Для него не подлежало сомнению, что крестьяне – «братья по человечеству и христианству». Однако «законодатель должен смотреть на вещи с разных сторон, а не с одной: иначе, пресекая зло, можно сделать еще более зла». Карамзин не сомневался, что «свобода» сама по себе способна явиться страшным аморальным инструментом, может быть не менее отвратительной, чем самая худшая форма несвободы. Пример кровавых безумств французской революции был перед глазами…
Будучи прекрасно исторически образованным, Карамзин знал, что Царь (1598–1605) Борис Годунов своими указами об отмене так называемого «Юрьева дня» положил начало «общему рабству»[83]. В дальнейшем законодательство постепенно все более ужесточалось, и в результате – «древнее различие между крестьянами и холопами совершенно исчезло».
Отвергая крепостничество как нравственно недопустимое, историограф в то же время смотрел на явление глазами государственного человека. Он понимал, что вся система социальных отношений в России, вся государственная конструкция крепко-накрепко связана с исторически сложившимися формами общежития. Отсюда проистекала неимоверной сложности задача, потом во весь рост вставшая и перед Императором Николаем.

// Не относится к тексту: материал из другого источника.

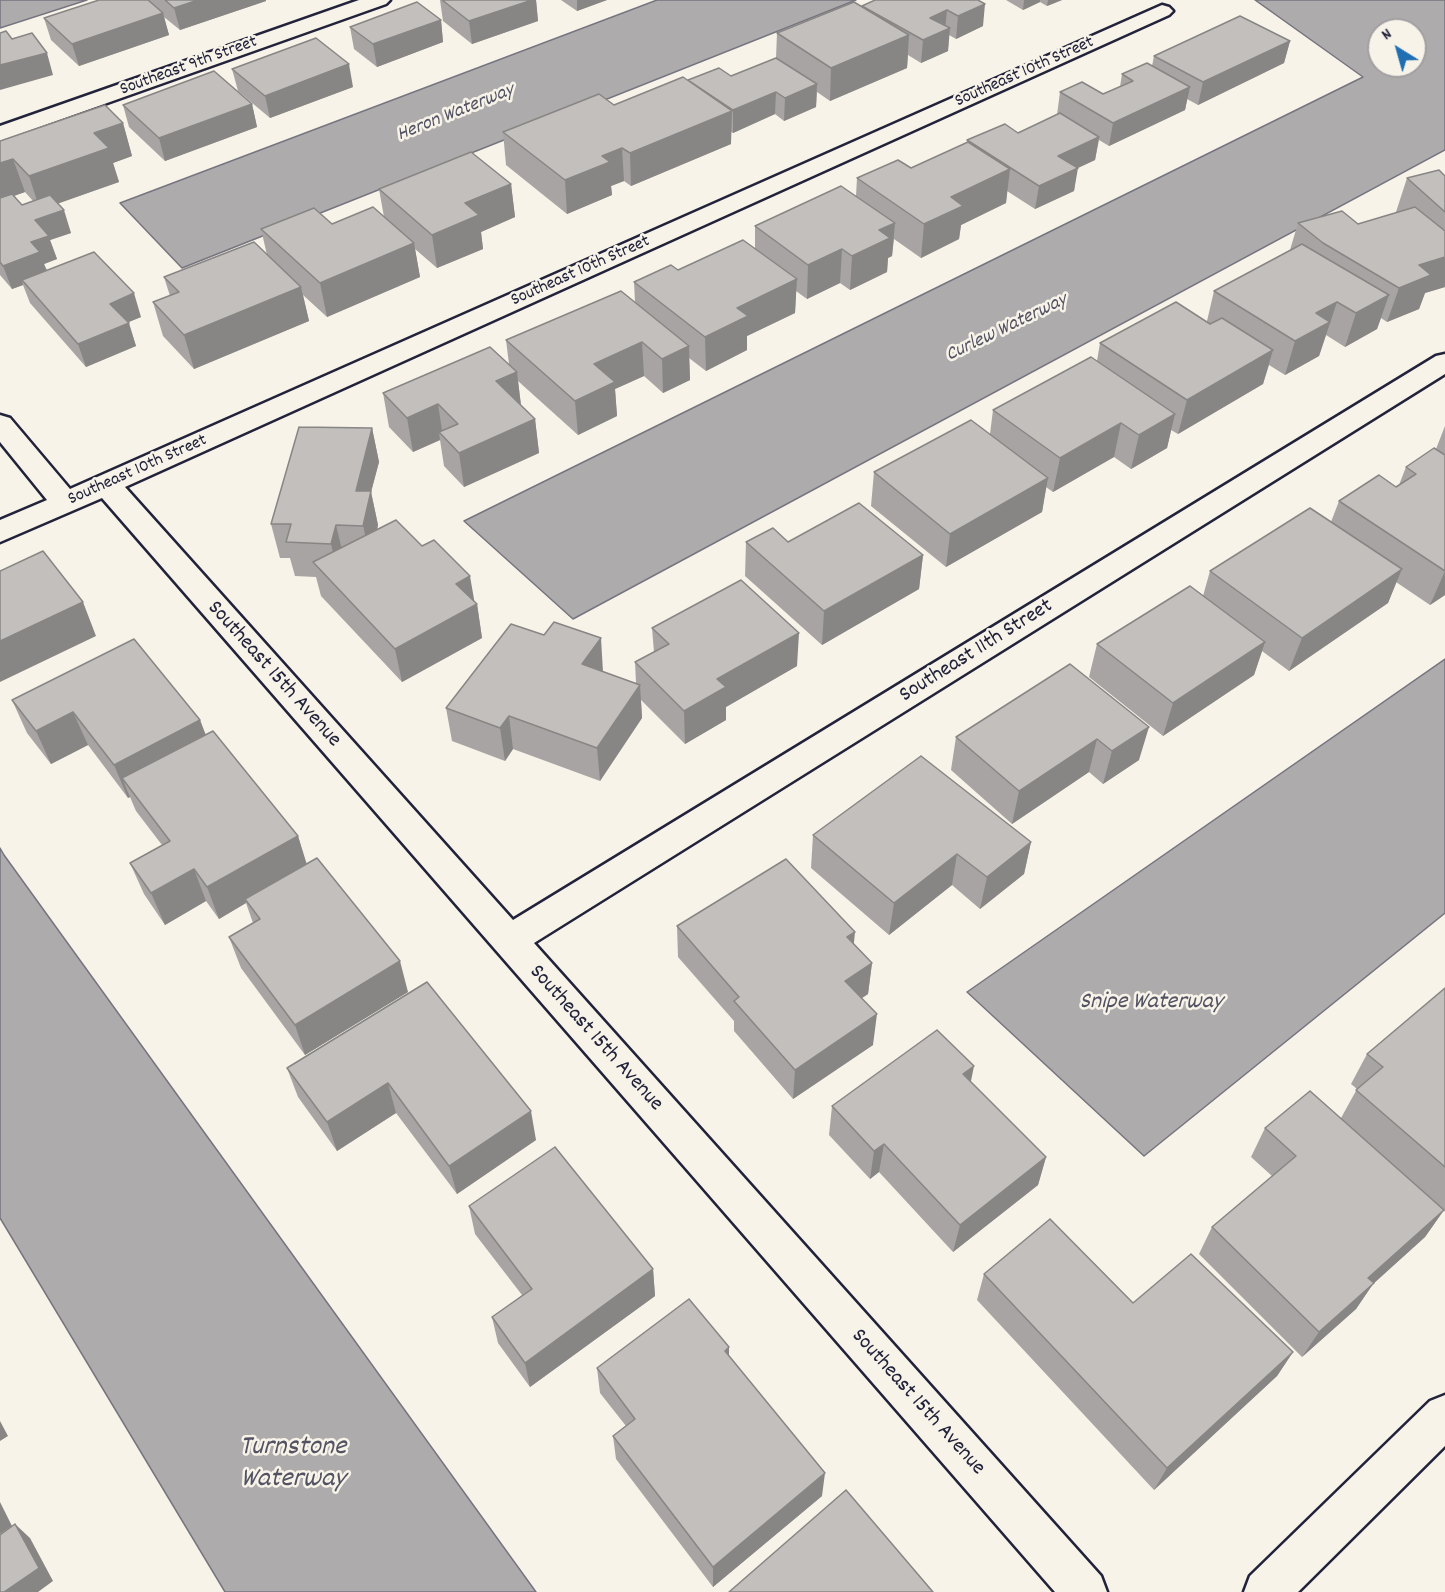 <!DOCTYPE html>
<html>
<head>
<meta charset="utf-8">
<style>
  body { margin:0 }
  #map { position:relative; width:1445px; height:1592px; overflow:hidden; background:#f7f3e8; font-family:Dekko,sans-serif }
  canvas { display:block }
  .north { position:absolute; left:1367px; top:18px; width:60px; height:60px; box-sizing:border-box; background:#f7f3e8; border:2px solid #a29fa3; border-radius:50%; rotate:323deg; font-size:16px; font-weight:700; line-height:24px; text-align:center; color:#22223b }
  .north::after { content:''; display:block; margin:auto; width:21px; height:27px; background:#1f6fb2; clip-path:polygon(50% 0,100% 100%,50% 72%,0 100%) }
</style>
</head>
<body>
<div id="map">
<canvas width="1445" height="1592"></canvas>
<div class="north">N</div>
</div>
<script>
const c = document.querySelector('canvas').getContext('2d');
c.lineJoin = 'round';
function fillPath(path, color) {
  c.fillStyle = color;
  c.fill(path, 'evenodd');
}
function toPath(rows) {
  const path = new Path2D();
  for (const r of rows) {
    path.moveTo(r[0], r[1]);
    for (let i = 2; i < r.length; i += 2) path.lineTo(r[i], r[i + 1]);
  }
  return path;
}
function trace(path, color, width, dash) {
  c.strokeStyle = color;
  c.lineWidth = width;
  c.lineCap = dash ? 'butt' : 'round';
  c.setLineDash(dash || []);
  c.stroke(path);
}
function write(font, color, halo, rows, align = 'center') {
  c.font = font + ' Dekko,sans-serif';
  c.lineWidth = 5;
  c.setLineDash([]);
  c.textBaseline = 'middle';
  c.strokeStyle = halo;
  c.fillStyle = color;
  for (const [text, x, y, turn = 0] of rows) {
    c.save();
    c.translate(x, y);
    c.rotate((+turn || 0) * Math.PI / 180);
    c.textAlign = isNaN(turn) ? turn : align;
    if (halo) c.strokeText(text, 0, 0);
    c.fillText(text, 0, 0);
    c.restore();
  }
}
const water = toPath([
  [0,0,87,0,0,28,0,0],
  [657,0,856,0,182,268,120,203,657,0],
  [1255,0,1445,0,1445,150,573,619,464,521,1363,77,1255,0],
  [1379,30,1415,30,1415,66,1379,66,1379,30],
  [1445,659,1445,913,1144,1156,967,992,1445,659],
  [0,848,4,855,536,1592,225,1592,0,1218,0,848]
]);
const minor = toPath([
  [359,0,390,0,386,4,0,141,0,126,359,0],
  [1162,5,1169,7,1173,11,1169,15,125,487,513,920,1436,356,1445,354,1445,374,534,943,1101,1576,1107,1592,1055,1592,102,498,0,542,0,520,47,500,0,442,0,415,10,418,70,489,1162,5],
  [1445,1395,1445,1446,1298,1592,1244,1592,1250,1576,1430,1401,1445,1395]
]);
const wall = toPath([
  [149,0,266,0,266,1,180,30,164,17,169,35,79,66,51,40,44,18,149,1],
  [440,0,536,0,538,21,472,44,443,21],
  [561,0,607,0,577,11],
  [978,0,983,26,956,39,949,35,948,51,921,63,908,55,907,68,830,101,817,92,816,107,784,121,775,114,733,133,731,132,731,144,631,186,624,181,611,186,612,195,567,214,506,165,503,132,614,105,688,81,731,76,776,58,777,33,862,7,862,6],
  [1006,0,1062,0,1047,6,1040,2,1023,10],
  [441,20,443,42,377,67,354,49,350,27],
  [1290,41,1284,63,1198,105,1187,99,1185,110,1109,146,1099,140,1095,160,1077,168,1074,191,1035,209,1007,191,1006,203,961,225,959,239,921,258,894,239,892,256,888,258,887,272,850,290,840,283,807,299,796,291,795,313,747,336,747,350,706,371,689,358,690,380,663,393,644,376,615,389,617,416,578,435,518,381,521,405,535,419,539,453,464,487,444,466,440,440,413,452,389,427,383,393,509,364,506,340,635,302,634,282,678,270,755,248,755,226,856,196,857,178,911,168,967,143,967,140,1018,133,1057,115,1060,92,1103,94,1120,87,1122,74,1152,66,1154,56],
  [232,69,353,87,270,118,238,91],
  [252,104,257,127,165,161,129,127,123,105],
  [123,123,132,156,113,163,119,182,58,203,71,233,50,240,57,259,44,264,47,270,141,317,128,322,136,346,86,367,30,303,23,285,12,289,0,275,0,141],
  [25,192,33,201,22,205,13,196],
  [1445,176,1445,287,1425,293,1419,309,1387,322,1381,318,1377,329,1345,347,1326,335,1319,356,1285,375,1269,365,1263,384,1178,434,1171,430,1167,448,1131,469,1114,457,1053,492,1046,487,1042,512,946,567,871,506,874,472,990,434,993,410,1097,361,1100,343,1207,321,1214,291,1290,250,1298,223,1358,224,1397,213,1396,212,1407,178],
  [511,184,515,217,481,232,483,249,437,268,415,249,420,277,327,317,303,295,309,321,194,369,163,336,153,302,170,296,164,277,267,255,261,229,332,224,384,217,379,189],
  [1445,426,1445,595,1430,605,1396,582,1388,603,1289,671,1262,651,1254,675,1163,736,1089,677,1097,644,1203,596,1210,571,1331,522,1339,501,1396,487,1399,485,1406,467,1436,449],
  [372,428,379,462,371,492,378,525,377,530,477,604,482,638,402,682,321,596,316,577,295,576,290,558,280,558,271,524],
  [746,542,788,542,923,555,919,589,822,645,745,576],
  [652,628,797,666,726,707,726,720,685,744,641,700,642,718,600,781,513,749,505,761,452,741,446,708,603,672,636,683,635,662,654,652],
  [1070,664,1139,760,1103,784,1089,772,1012,824,951,770,956,737],
  [12,700,200,720,206,735,298,836,306,864,408,992,305,1055,241,968,229,937,253,923,246,903,219,919,206,901,165,925,144,894,130,863,162,845,136,811,130,797,128,798,88,745,51,764,27,733],
  [813,835,1031,842,1024,874,980,909,952,885,889,935,811,868],
  [677,926,854,944,872,963,868,994,862,998,873,1045,793,1099,734,1031,734,1021,678,957],
  [427,982,536,1140,457,1194,396,1113,337,1151,298,1097,287,1068],
  [1445,988,1445,1212,1444,1210,1425,1237,1373,1284,1356,1309,1302,1357,1199,1254,1212,1227,1272,1176,1251,1157,1265,1128,1341,1118,1357,1089,1351,1084,1367,1054],
  [971,1082,1046,1157,1038,1185,953,1252,879,1172,870,1179,829,1135,832,1106],
  [469,1206,653,1269,655,1296,530,1387,498,1343,492,1317,522,1295,475,1234],
  [984,1274,1133,1303,1293,1352,1277,1376,1154,1490,977,1300],
  [729,1347,729,1356,822,1496,713,1587,616,1459,613,1436,626,1426,600,1393,597,1368]
]);
const shadedWall = toPath([
  [198,0,266,0,266,1,180,30,174,8],
  [532,0,536,0,538,21,472,44,469,21],
  [577,0,607,0,577,11],
  [1024,0,1040,0,1040,2,1023,10],
  [1048,0,1062,0,1047,6],
  [985,4,983,26,956,39,958,16],
  [947,10,945,31,950,28,948,51,921,63,923,40,930,18],
  [163,13,169,35,79,66,72,44],
  [441,20,443,42,377,67,373,44],
  [909,35,907,68,830,101,831,68],
  [1290,41,1284,63,1198,105,1203,82],
  [47,53,53,75,0,90,0,65],
  [349,64,353,87,270,118,265,96],
  [817,84,816,107,784,121,785,98],
  [1190,87,1185,110,1109,146,1113,123],
  [776,92,775,114,733,133,733,110],
  [252,104,257,127,165,161,159,138],
  [732,111,731,144,631,186,630,153],
  [123,123,132,156,113,163,119,182,40,210,29,176,94,133],
  [1099,137,1095,160,1078,168,1074,191,1035,209,1039,186,1058,156],
  [622,148,624,181,611,186,612,195,567,214,565,180,602,156],
  [13,159,25,192,0,201,0,163],
  [1010,169,1006,203,961,225,959,239,921,258,924,224,951,197],
  [511,184,515,217,481,232,483,249,437,268,432,235,465,203],
  [64,210,71,233,50,240,57,259,44,264,48,275,22,280,23,285,12,289,3,266,31,242,35,220],
  [895,223,892,256,888,258,887,272,850,290,852,256,879,230],
  [414,243,420,277,327,317,320,283],
  [842,249,840,283,807,299,808,265],
  [1445,257,1445,287,1425,293,1419,309,1387,322,1399,288,1419,265],
  [797,279,795,313,747,336,747,350,706,371,705,337,737,308],
  [301,287,309,321,194,369,184,335],
  [134,293,141,317,117,327,110,304],
  [1389,295,1377,329,1345,347,1356,313],
  [1337,302,1319,356,1285,375,1295,341,1316,313],
  [129,323,136,346,86,367,78,344],
  [642,342,644,376,615,389,617,416,578,435,575,401,594,364],
  [689,346,690,380,663,393,662,359],
  [1273,350,1263,384,1178,434,1187,400],
  [517,372,521,406,496,381],
  [438,404,443,437,439,432,440,440,413,452,407,418],
  [1175,414,1167,448,1131,469,1139,435],
  [535,419,539,453,464,487,459,453],
  [1121,423,1114,457,1053,492,1060,458],
  [372,428,379,462,371,492,378,525,370,559,356,491],
  [1048,478,1042,512,946,567,950,534],
  [336,525,344,558,339,578,331,544],
  [923,555,919,589,822,645,824,611],
  [1402,569,1388,603,1289,671,1302,638],
  [1445,571,1445,595,1430,605],
  [470,576,475,605,477,604,482,638,402,682,395,649,456,584],
  [83,602,96,636,0,682,0,641],
  [799,633,797,666,726,707,726,720,685,744,684,711,717,679],
  [601,638,603,672,582,664],
  [1265,642,1254,675,1163,736,1173,703],
  [640,685,642,718,600,781,597,748],
  [73,712,88,745,51,764,36,731],
  [509,716,513,749,505,761,500,728],
  [200,720,212,753,122,778,130,797,128,798,114,765],
  [1149,727,1139,760,1103,784,1112,751],
  [1097,739,1089,772,1012,824,1019,791],
  [298,836,308,868,245,899,246,903,219,919,207,887],
  [1031,842,1024,874,980,909,987,877],
  [957,854,952,885,889,935,894,903],
  [194,869,206,901,165,925,151,893],
  [855,932,852,963,847,937],
  [400,961,408,992,305,1055,295,1025],
  [872,963,868,994,842,1011,845,981],
  [877,1014,873,1045,793,1099,795,1070],
  [974,1066,968,1096,963,1074],
  [388,1083,396,1113,337,1151,327,1122],
  [531,1111,536,1140,457,1194,449,1166],
  [884,1144,879,1172,870,1179,874,1151],
  [1046,1157,1038,1185,953,1252,960,1225],
  [1444,1210,1425,1237,1373,1284,1356,1309,1302,1357,1319,1332,1368,1278],
  [653,1269,655,1296,530,1387,525,1363],
  [729,1347,729,1372,725,1351],
  [1293,1352,1277,1376,1154,1490,1167,1468],
  [0,1421,8,1436,0,1441],
  [825,1473,822,1496,713,1587,713,1567],
  [0,1502,12,1526,0,1534],
  [15,1524,30,1538,53,1581,38,1592,4,1592]
]);
const building = toPath([
  [99,0,148,0,163,13,72,44,44,18,99,0],
  [165,0,198,0,174,8,165,0],
  [442,0,532,0,469,21,442,0],
  [875,0,978,0,985,4,958,16,947,10,930,18,950,28,923,40,862,6,875,0],
  [417,2,441,20,373,44,350,27,417,2],
  [854,2,909,35,831,68,777,33,854,2],
  [1240,16,1290,41,1203,82,1154,56,1240,16],
  [6,31,12,39,32,33,47,53,0,65,0,33,6,31],
  [316,38,349,64,265,96,232,69,316,38],
  [776,58,817,84,785,98,776,92,733,110,688,80,719,68,731,76,776,58],
  [1147,63,1190,87,1113,123,1060,92,1082,82,1103,94,1133,81,1122,74,1147,63],
  [214,71,252,104,159,138,123,105,214,71],
  [683,77,732,111,630,153,622,148,602,156,610,162,565,180,503,132,599,94,614,105,683,77],
  [105,105,123,123,94,133,109,148,29,176,13,159,0,163,0,141,105,105],
  [1060,113,1099,137,1058,156,1078,168,1039,186,967,140,1005,124,1018,133,1060,113],
  [968,142,1010,169,951,197,963,206,924,224,857,178,898,160,911,168,968,142],
  [471,152,511,184,465,203,479,215,432,235,379,189,471,152],
  [1439,170,1445,176,1445,212,1407,178,1439,170],
  [841,186,895,223,879,230,890,238,852,256,842,249,808,265,755,226,841,186],
  [12,194,22,205,50,195,64,210,35,220,49,236,31,242,40,252,3,266,0,262,0,198,12,194],
  [373,207,414,243,320,283,261,229,314,208,332,224,373,207],
  [1415,207,1445,231,1445,257,1419,265,1431,275,1399,288,1323,243,1298,223,1342,211,1358,224,1415,207],
  [743,240,797,279,737,308,748,316,705,337,634,282,671,265,678,270,743,240],
  [254,242,301,287,184,335,153,302,179,292,164,277,254,242],
  [1302,244,1389,295,1356,313,1337,302,1316,313,1330,322,1295,341,1214,291,1302,244],
  [94,252,134,293,110,304,129,323,78,344,22,280,94,252],
  [621,291,689,346,662,359,642,342,594,364,615,382,575,401,506,340,621,291],
  [1176,302,1210,324,1222,318,1273,350,1187,400,1100,343,1176,302],
  [490,347,517,372,496,381,535,419,459,453,439,432,458,424,438,404,407,418,383,393,490,347],
  [1091,357,1175,414,1139,435,1121,423,1060,458,993,410,1091,357],
  [971,420,1048,478,950,534,874,472,971,420],
  [299,427,372,428,356,491,371,491,363,526,336,525,331,544,286,542,291,524,271,524,299,427],
  [1434,448,1445,455,1445,571,1339,501,1379,475,1396,487,1416,474,1406,467,1434,448],
  [859,503,923,555,824,611,746,542,773,528,788,542,859,503],
  [1310,508,1402,569,1302,638,1210,571,1310,508],
  [396,520,422,546,434,540,470,576,456,584,477,604,395,649,313,562,396,520],
  [43,551,83,602,0,641,0,571,43,551],
  [741,580,799,633,717,679,726,687,684,711,635,662,669,644,652,628,741,580],
  [1190,586,1265,642,1173,703,1097,644,1190,586],
  [554,622,601,638,582,664,640,685,597,748,509,716,500,728,446,708,511,624,544,635,554,622],
  [134,639,200,720,114,765,73,712,36,731,12,700,134,639],
  [1070,664,1149,727,1112,751,1097,739,1019,791,956,737,1070,664],
  [213,731,298,836,207,887,194,869,151,893,130,863,170,841,122,778,213,731],
  [921,756,1031,842,987,877,957,854,894,903,813,835,921,756],
  [317,858,400,961,295,1025,229,937,260,919,245,899,317,858],
  [786,859,855,932,847,937,872,963,845,981,877,1014,795,1070,734,1001,739,997,677,926,786,859],
  [427,982,531,1111,449,1166,388,1083,327,1122,287,1068,427,982],
  [1445,988,1445,1167,1356,1090,1383,1067,1367,1054,1445,988],
  [937,1030,974,1066,963,1074,1046,1157,960,1225,884,1144,874,1151,832,1106,937,1030],
  [1310,1091,1444,1210,1368,1278,1374,1283,1319,1332,1212,1227,1296,1156,1265,1128,1310,1091],
  [555,1147,653,1269,525,1363,492,1317,532,1289,469,1206,555,1147],
  [1050,1219,1133,1303,1191,1254,1293,1352,1167,1468,984,1274,1050,1219],
  [689,1299,729,1347,725,1351,825,1473,713,1567,613,1436,635,1419,597,1368,689,1299],
  [846,1490,933,1592,729,1592,846,1490],
  [15,1524,39,1568,4,1592,0,1592,0,1535,15,1524]
]);
const farStreetnames = [
  ["Southeast 9th Street",189,67,-20],
  ["Southeast 10th Street",1025,73,-24],
  ["Southeast 10th Street",581,272,-24],
  ["Southeast 10th Street",138,471,-24]
];
const farWaternames = [
  ["Heron Waterway",456,114,-22],
  ["Curlew Waterway",1007,329,-26]
];
const streetNames = [
  ["Southeast 11th Street",977,652,-32],
  ["Southeast 15th Avenue",273,675,48],
  ["Southeast 15th Avenue",595,1039,48],
  ["Southeast 15th Avenue",917,1403,48]
];
const waterNames = [
  ["Snipe Waterway",1151,1004]
];
const nearWaternames = [
  ["Turnstone",293,1449],
  ["Waterway",293,1481]
];
fillPath(water, '#aeabad');
trace(water, '#76747f', 1.5);
trace(minor, '#22223b', 5);
fillPath(minor, '#f7f3e8');
fillPath(wall, '#a7a4a3');
fillPath(shadedWall, '#888684');
fillPath(building, '#c2bfbd');
trace(building, '#888684', 1.5);
write('18px', '#22223b', '#f7f3e8', farStreetnames);
write('italic 20px', '#535263', '#f7f3e8', farWaternames);
write('22px', '#22223b', '#f7f3e8', streetNames);
write('italic 24px', '#535263', '#f7f3e8', waterNames);
write('italic 28px', '#535263', '#f7f3e8', nearWaternames);
</script>
</body>
</html>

«Что значит освободить у нас крестьян?» – вопрошал Карамзин. Далее он размышлял об общественных последствиях: «Дать им волю жить где угодно, отнять у господ всю власть над ними, подчинить их одной власти правительства? Хорошо. Но сии земледельцы не будут иметь земли, которая, в чем не может быть спора, есть собственность дворянская. Они или останутся у помещиков с условием платить им оброк, обрабатывать господские поля, доставлять хлеб куда надобно, одним словом, для них работать, как и прежде; или, недовольные условиями, пойдут к другому, умереннейшему в требованиях владельцу».
Ни в том, ни в другом случае крестьянин по-настоящему не станет «свободным». Это будет имитация, тем более опасная, что непосредственно касается не только экономического положения страны, но и общественного порядка и спокойствия. Существовало и еще одно соображение, так сказать, психологического свойства, не позволявшее «просто так» разрушить крепостную систему.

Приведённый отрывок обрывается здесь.